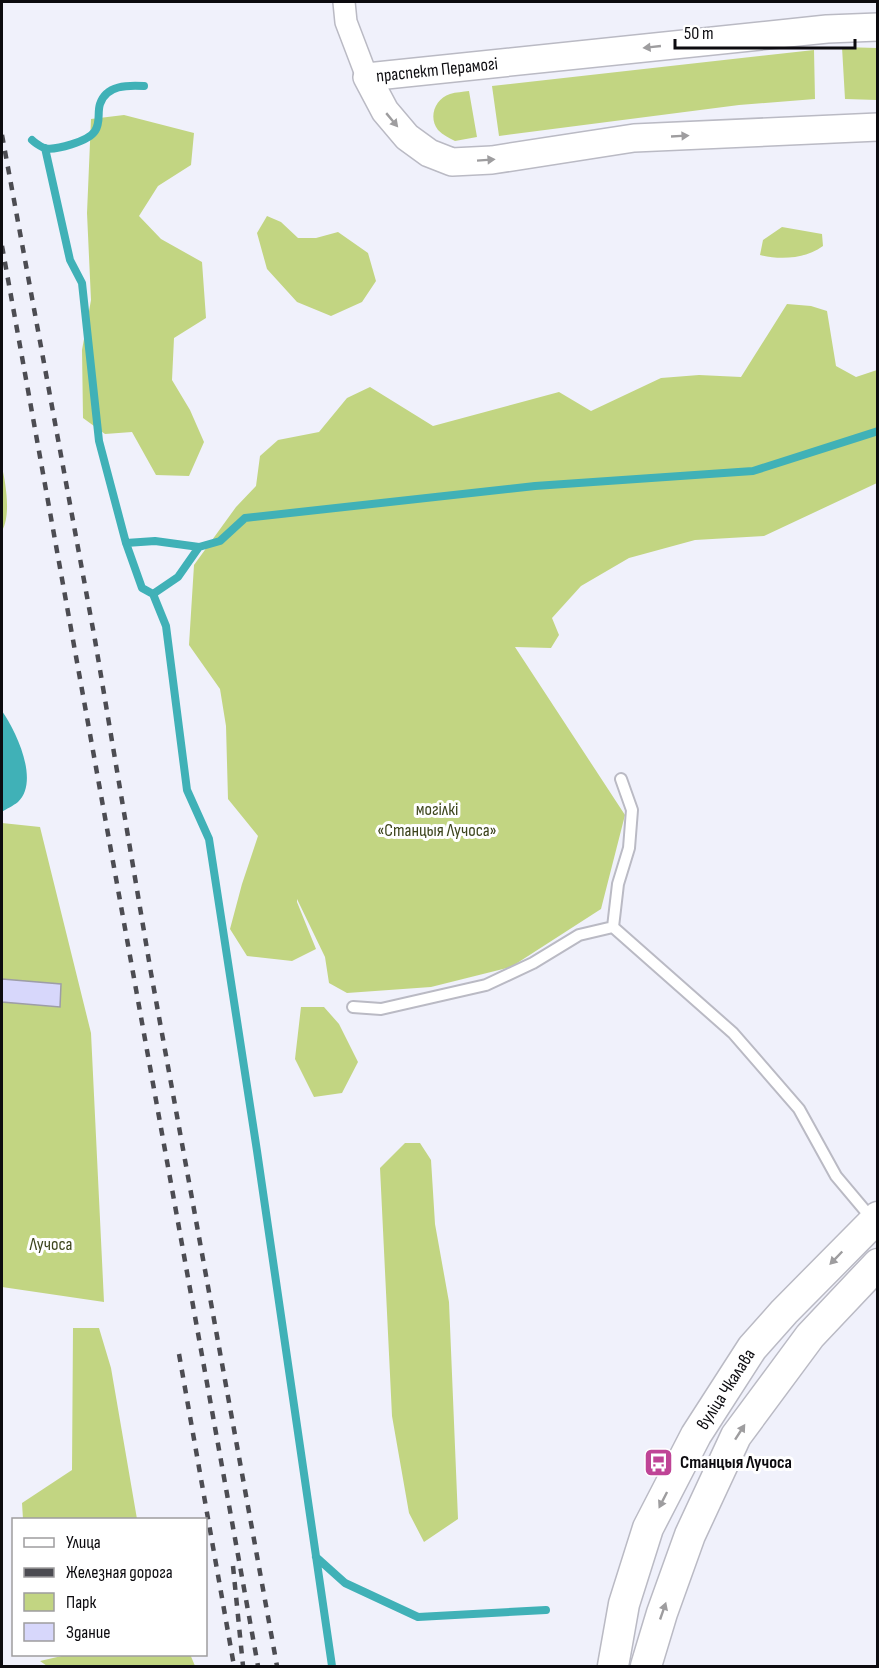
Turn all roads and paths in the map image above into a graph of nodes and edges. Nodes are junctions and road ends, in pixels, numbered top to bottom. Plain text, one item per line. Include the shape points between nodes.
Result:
1 (344, 2) edge
2 (878, 20) edge
3 (877, 27) edge
4 (367, 77) junction
5 (878, 127) edge
6 (621, 779) dead end
7 (613, 927) junction
8 (353, 1007) dead end
9 (875, 1218) edge
10 (878, 1264) edge
11 (613, 1666) edge
12 (646, 1666) edge

1 - 4 street via 346,22
2 - 3 lane
3 -> 4 street, праспект Перамогі
4 -> 5 street, праспект Перамогі via 385,111 407,137 429,153 452,162 492,160 634,138
6 - 7 lane via 632,810 629,848 618,884
7 - 8 lane via 579,935 486,985 381,1009
7 - 9 lane via 733,1033 799,1109 836,1176
9 -> 11 main road, вуліца Чкалава via 752,1348 696,1435 648,1528 624,1604
12 -> 10 main road, вуліца Чкалава via 690,1535 736,1436 810,1336

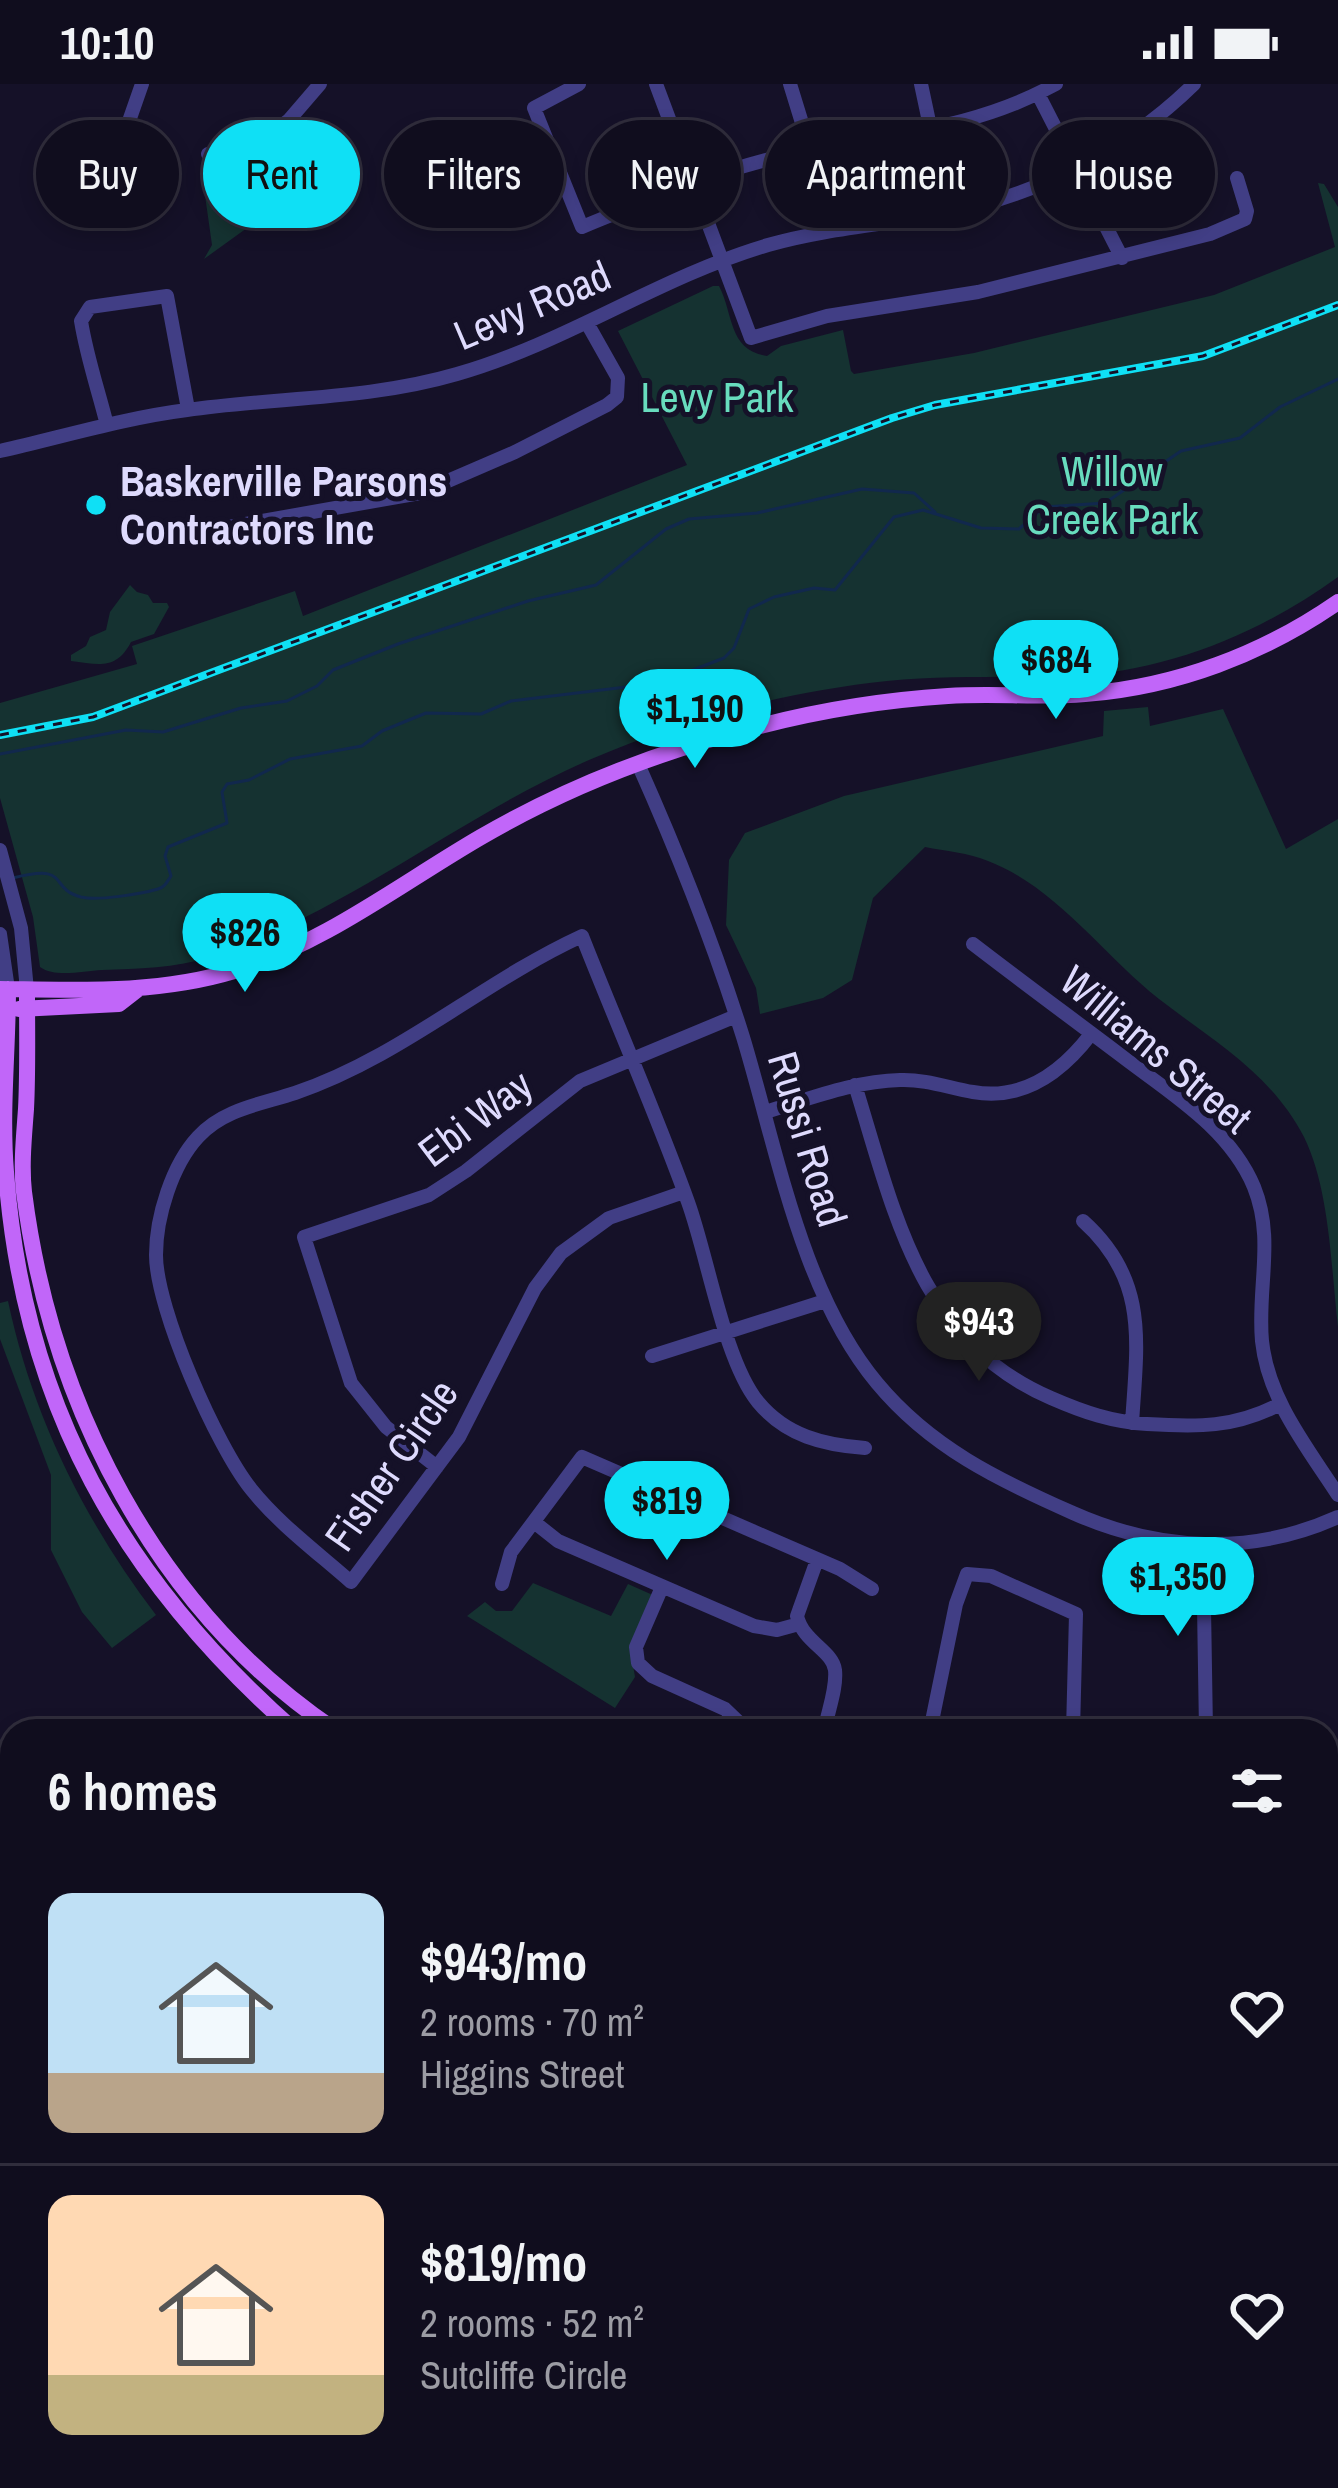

□ □ □

Copy the preceding data in full and word for word, dropping its pictures.

Turn all roads and paths in the map image above into a graph of nodes and edges. Nodes are junctions and road ends, in pixels, numbered top to bottom. Plain text, one item per line. Include the shape points between nodes.
Result:
1 (344, 2) edge
2 (878, 20) edge
3 (877, 27) edge
4 (367, 77) junction
5 (878, 127) edge
6 (621, 779) dead end
7 (613, 927) junction
8 (353, 1007) dead end
9 (875, 1218) edge
10 (878, 1264) edge
11 (613, 1666) edge
12 (646, 1666) edge

1 - 4 street via 346,22
2 - 3 lane
3 -> 4 street, праспект Перамогі
4 -> 5 street, праспект Перамогі via 385,111 407,137 429,153 452,162 492,160 634,138
6 - 7 lane via 632,810 629,848 618,884
7 - 8 lane via 579,935 486,985 381,1009
7 - 9 lane via 733,1033 799,1109 836,1176
9 -> 11 main road, вуліца Чкалава via 752,1348 696,1435 648,1528 624,1604
12 -> 10 main road, вуліца Чкалава via 690,1535 736,1436 810,1336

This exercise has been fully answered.